One example which often came up concerns the registration of a legal cohabitation between a non-EU and an EU citizen. This is an apparently non-discriminatory administrative procedure. Yet, as attested to by our interviewees, skin colour determined the severity of the controls, as minimum requirements were requested for whites – e.g., the proof of previous shared residence – and extended requirements for non-whites applicants – e.g., travel tickets, holiday bookings, pictures or private email conversations, etc.
Further, discrimination can occur with respect to the residency check performed by local police, when foreigners register in a Belgian municipality. The experience of many participants in our study clearly showed a disparity of treatment for foreigners of same legal status but different skin colour and/or nationality.
Within liberal democratic orders, checks and balances are introduced to avoid discrimination. Concurrently, due to the prominence of anti-racist discourses and policies, race-based discrimination had to go invisible. Today, public officers’ racist considerations and bias can only be unspoken, so that specific migrant populations are racialised by activating non-race related categories. As we have shown, security-centred concerns related to migration – which have grown exponentially since 9/11 to target especially, but not exclusively, Muslim populations – somehow allow to hide the everyday operation of structural racist discrimination.

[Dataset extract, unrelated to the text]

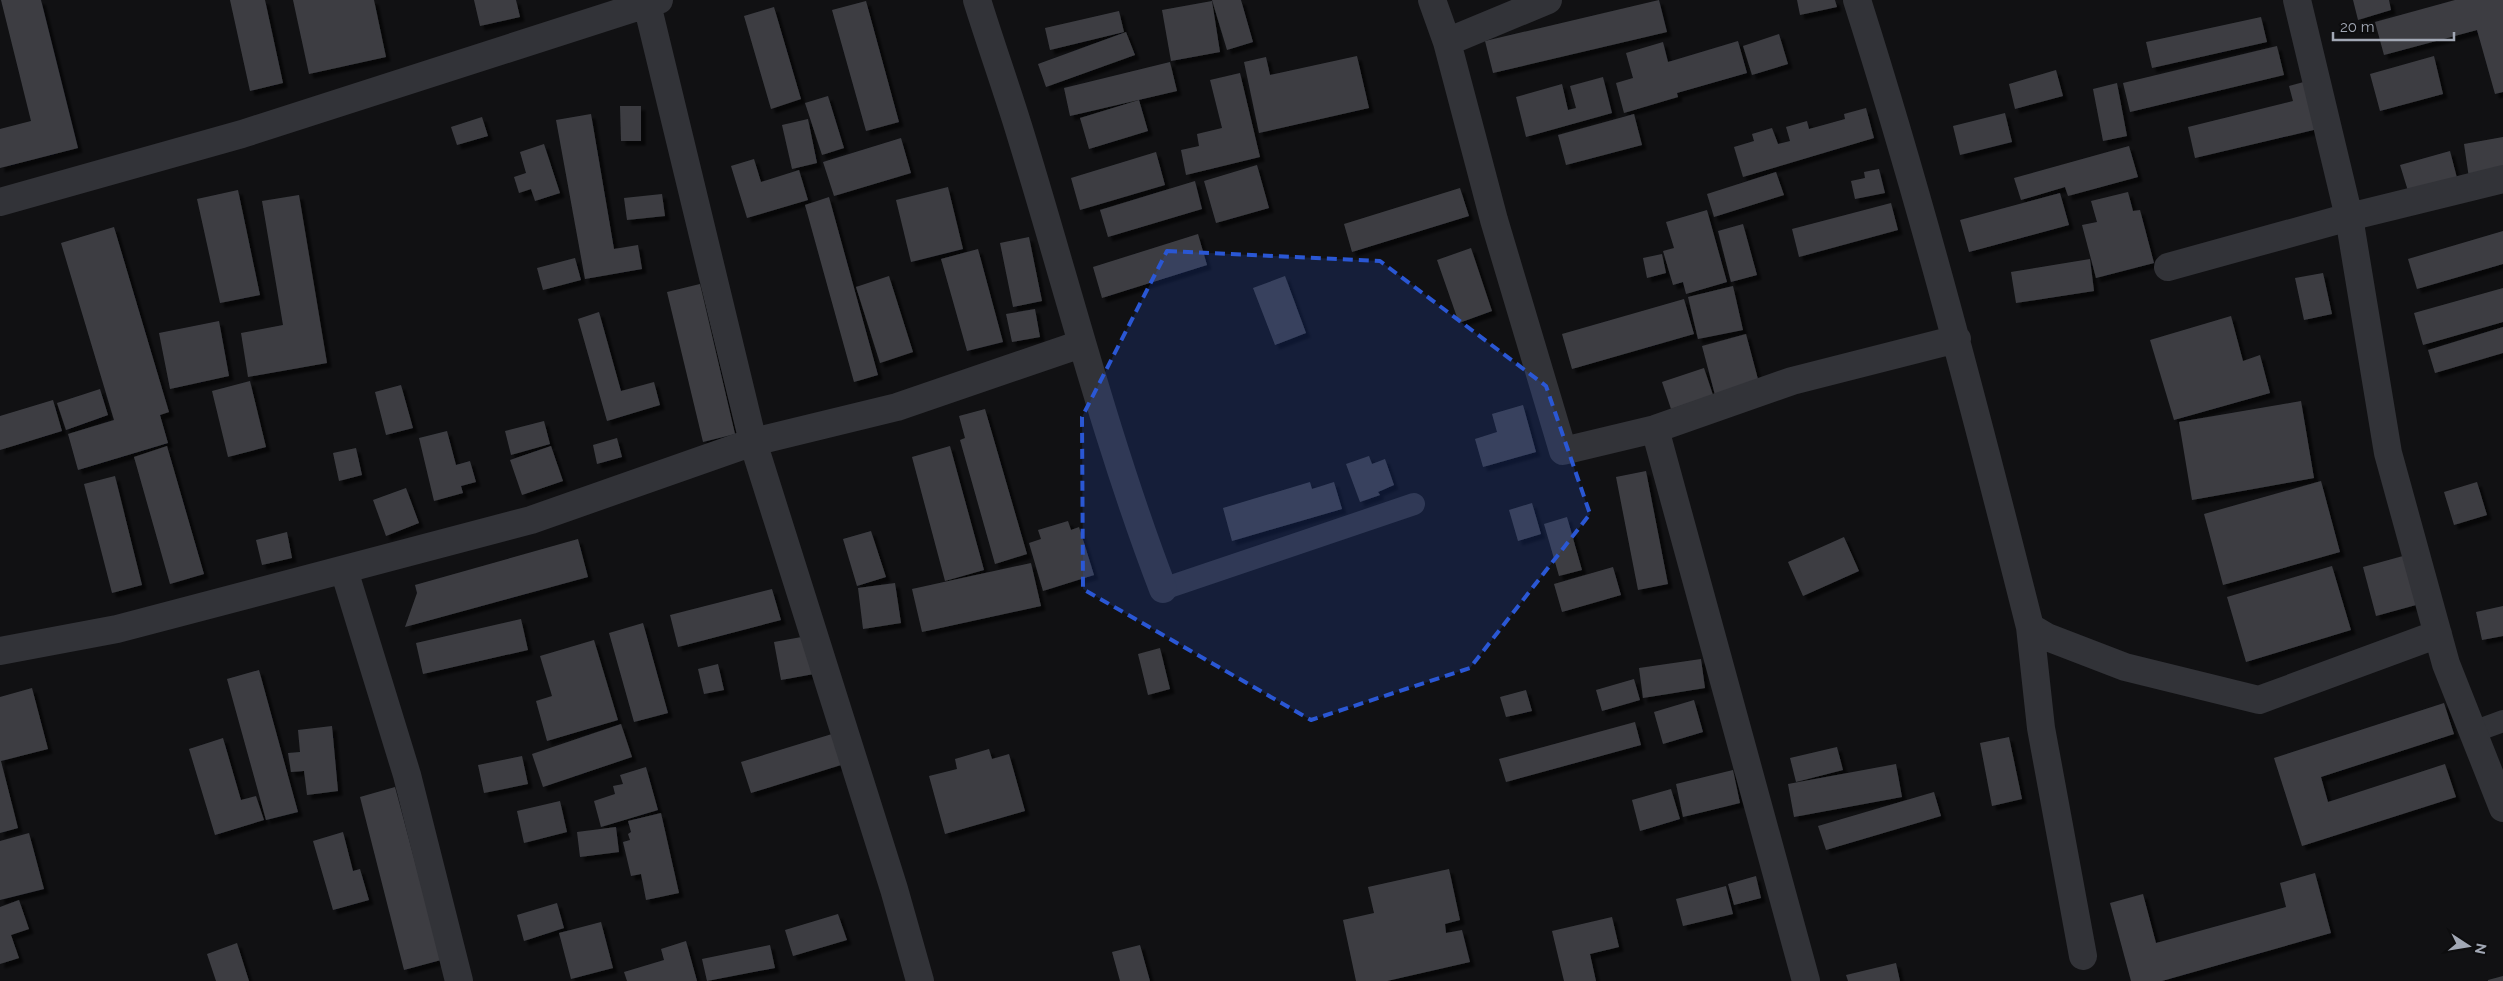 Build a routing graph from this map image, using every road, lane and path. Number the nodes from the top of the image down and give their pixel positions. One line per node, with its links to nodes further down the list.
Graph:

Through a focus on the everyday manifestations of IR in Belgium, we discussed a number of cases when exceptional rules concerning migration produce liminal (il)legal spaces, where racist decision-making can take place within the justice system. Similarly, in concentrating on a series of bureaucratic procedures, we provided insights on how public administrators can discriminate non-white foreigners (trying to) settle down in the country.
As it operates somehow invisibly within the securitization of migration, current IR is to be detected also, if not mainly, in the experiences of those who are systematically discriminated against by institutions – that is, racialized migrants. After all, and as admitted very recently by the Belgian king when apologizing for the country’s colonial past – amid major anti-racism protests in the country – “discrimination […] still [remains all] too present” in Belgian society.